Some New Jersey residents may have reason to believe they were wrongfully discharged from their job. When this happens, it may be beneficial to know if the discharge was done within the confines of the law and the employer's termination policy. If not, the employee may have the option of pursuing a wrongful termination suit.
Wrongful termination may occur in any industry, and an employer may offer reasons that are invalid under state and federal laws. If an employee challenges his or her termination and wins, damages may be won. Each situation is different, but damages may include reinstatement, promotion, back pay, certain accommodations, compensatory or punitive damages, and attorney fees.

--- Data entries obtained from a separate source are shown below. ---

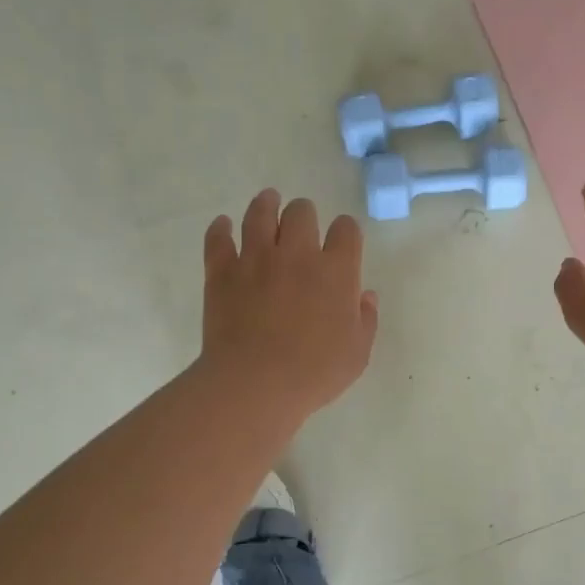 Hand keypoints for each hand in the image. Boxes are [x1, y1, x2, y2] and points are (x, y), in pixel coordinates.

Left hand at [201, 190, 378, 419]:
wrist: (256, 383)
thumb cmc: (315, 373)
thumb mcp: (357, 353)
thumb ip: (365, 320)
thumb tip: (365, 296)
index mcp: (336, 271)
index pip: (346, 230)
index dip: (346, 231)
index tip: (342, 240)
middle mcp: (297, 254)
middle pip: (302, 212)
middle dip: (305, 213)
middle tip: (302, 223)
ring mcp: (256, 259)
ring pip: (260, 214)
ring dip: (266, 204)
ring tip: (268, 201)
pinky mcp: (222, 272)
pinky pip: (218, 239)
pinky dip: (221, 229)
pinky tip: (224, 225) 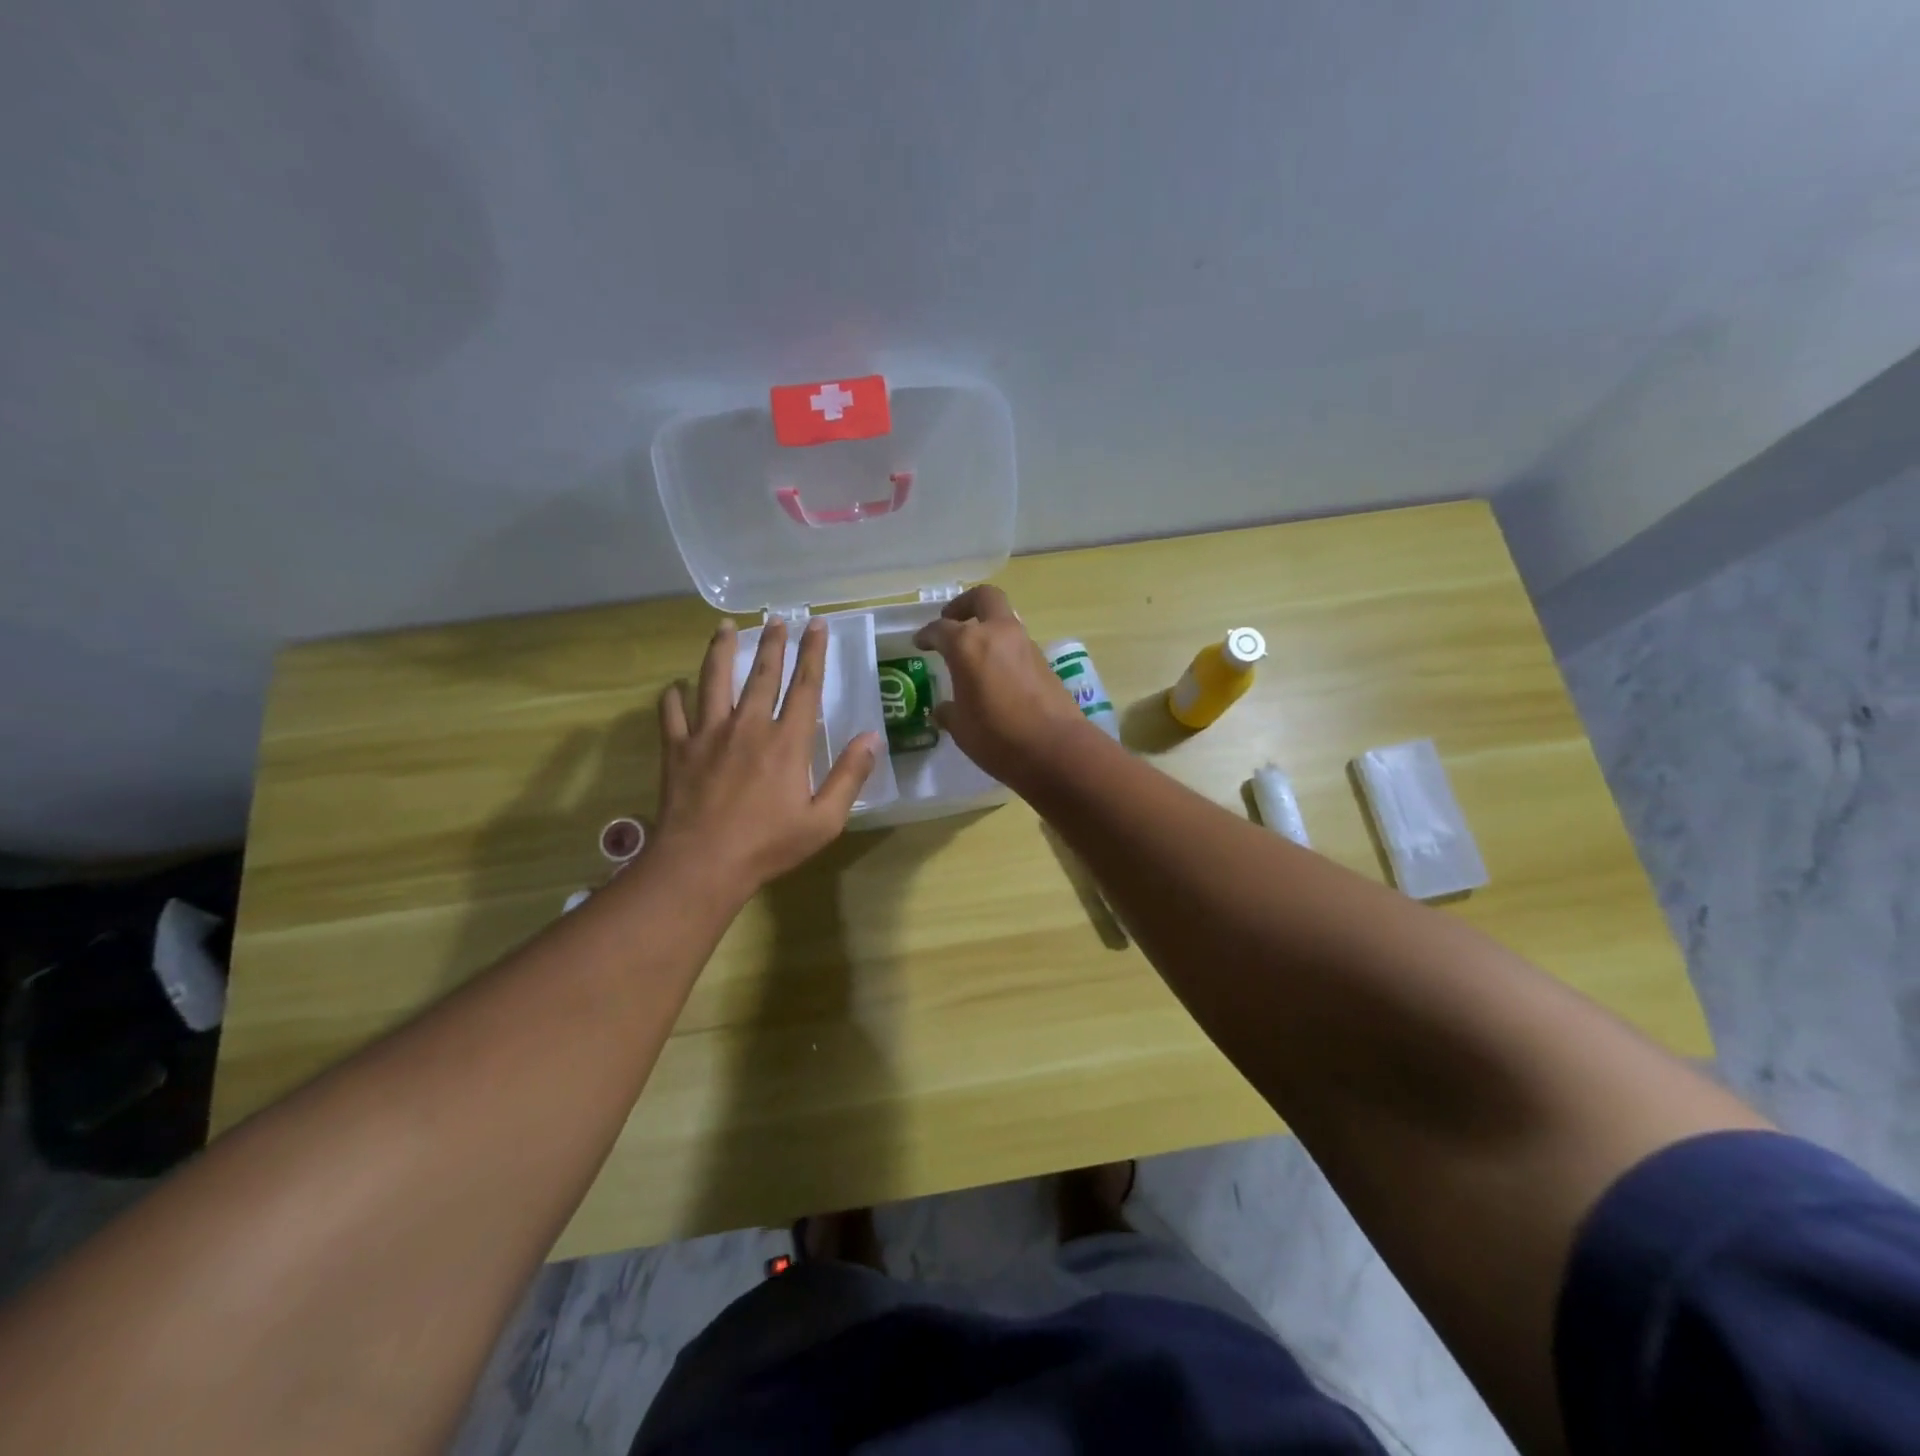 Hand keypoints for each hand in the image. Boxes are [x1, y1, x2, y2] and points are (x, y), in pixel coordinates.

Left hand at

The reasons an employee might file a lawsuit vary. An employer may not discriminate against an employee who takes time from work for such things as military service or who refuses to work under conditions that violate safety codes. In addition, if the employee reports unsafe conditions to a government agency, the employer may not retaliate by terminating the employee. Federal, state and local laws prohibit discrimination due to race, creed, sex, religion, nationality, pregnancy, disability or age. Despite rules in some states that allow an employer to terminate an employee at-will, doing so due to discrimination is forbidden.

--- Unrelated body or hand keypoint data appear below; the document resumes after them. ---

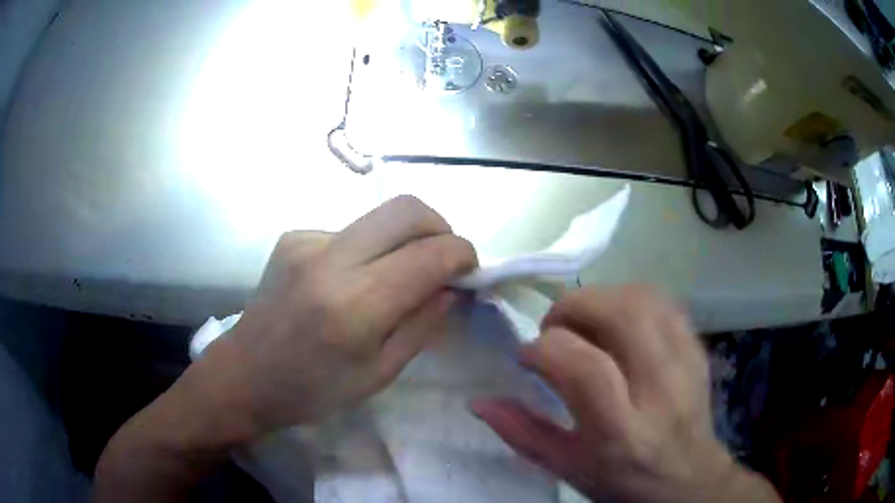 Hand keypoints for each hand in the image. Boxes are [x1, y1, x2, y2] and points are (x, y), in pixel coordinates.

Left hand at [192, 195, 476, 432]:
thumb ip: (422, 324)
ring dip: (404, 240)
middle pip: (407, 208)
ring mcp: (306, 241)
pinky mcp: (293, 236)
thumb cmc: (312, 390)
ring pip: (380, 216)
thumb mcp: (379, 374)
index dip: (462, 255)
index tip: (470, 271)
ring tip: (395, 278)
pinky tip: (352, 282)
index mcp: (354, 306)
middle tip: (444, 262)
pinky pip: (351, 231)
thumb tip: (452, 286)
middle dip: (441, 228)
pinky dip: (369, 250)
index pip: (429, 254)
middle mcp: (329, 259)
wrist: (244, 376)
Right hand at [472, 286, 779, 502]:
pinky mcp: (698, 349)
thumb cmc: (623, 481)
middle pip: (622, 315)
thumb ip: (523, 434)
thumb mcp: (568, 469)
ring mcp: (686, 363)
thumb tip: (480, 401)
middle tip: (554, 328)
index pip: (584, 367)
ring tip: (583, 322)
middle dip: (574, 308)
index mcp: (621, 432)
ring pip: (645, 298)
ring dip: (602, 297)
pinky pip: (665, 302)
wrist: (687, 479)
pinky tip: (616, 322)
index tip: (527, 357)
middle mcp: (660, 390)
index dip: (545, 349)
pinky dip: (631, 299) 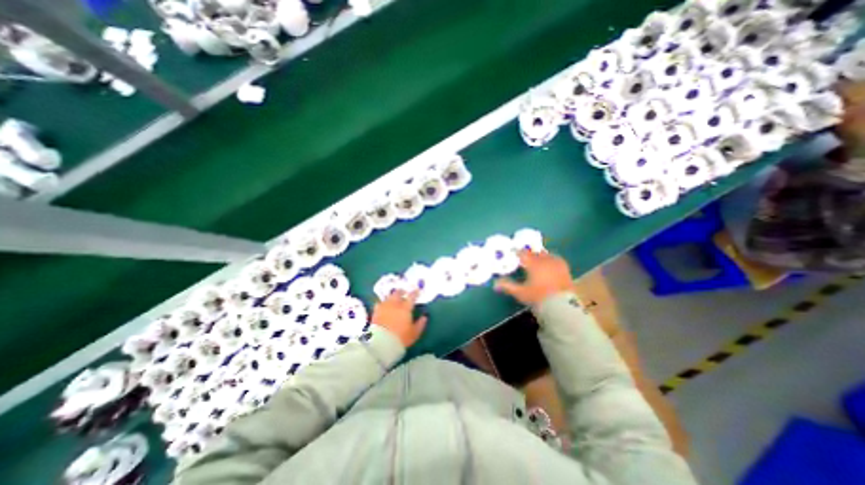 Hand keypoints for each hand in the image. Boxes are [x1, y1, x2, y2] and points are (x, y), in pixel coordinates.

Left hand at [370, 289, 427, 346]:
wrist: (382, 343)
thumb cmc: (401, 338)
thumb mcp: (414, 333)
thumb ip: (420, 324)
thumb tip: (424, 317)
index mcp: (405, 308)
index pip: (411, 297)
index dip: (415, 293)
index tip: (417, 291)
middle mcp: (395, 304)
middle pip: (398, 293)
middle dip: (401, 292)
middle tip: (404, 292)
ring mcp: (384, 307)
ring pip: (388, 297)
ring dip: (392, 297)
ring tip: (393, 299)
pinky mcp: (376, 312)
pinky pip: (379, 303)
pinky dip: (383, 303)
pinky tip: (383, 306)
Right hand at [492, 251, 571, 303]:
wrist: (561, 305)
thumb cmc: (538, 297)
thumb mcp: (520, 293)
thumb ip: (508, 286)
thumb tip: (496, 283)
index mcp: (533, 264)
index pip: (523, 253)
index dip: (517, 252)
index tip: (513, 252)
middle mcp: (544, 260)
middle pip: (535, 253)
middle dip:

Prior to filing a lawsuit against an employer for discrimination or other issues, many federal laws require that a complaint be filed with the Equal Employment Opportunity Commission. The same holds true under state laws, and a complaint must be filed with the appropriate state office. Consulting an attorney concerning available options an employee may have when job termination occurs may be beneficial. The attorney may review the circumstances surrounding the discharge and help the individual file a wrongful termination lawsuit.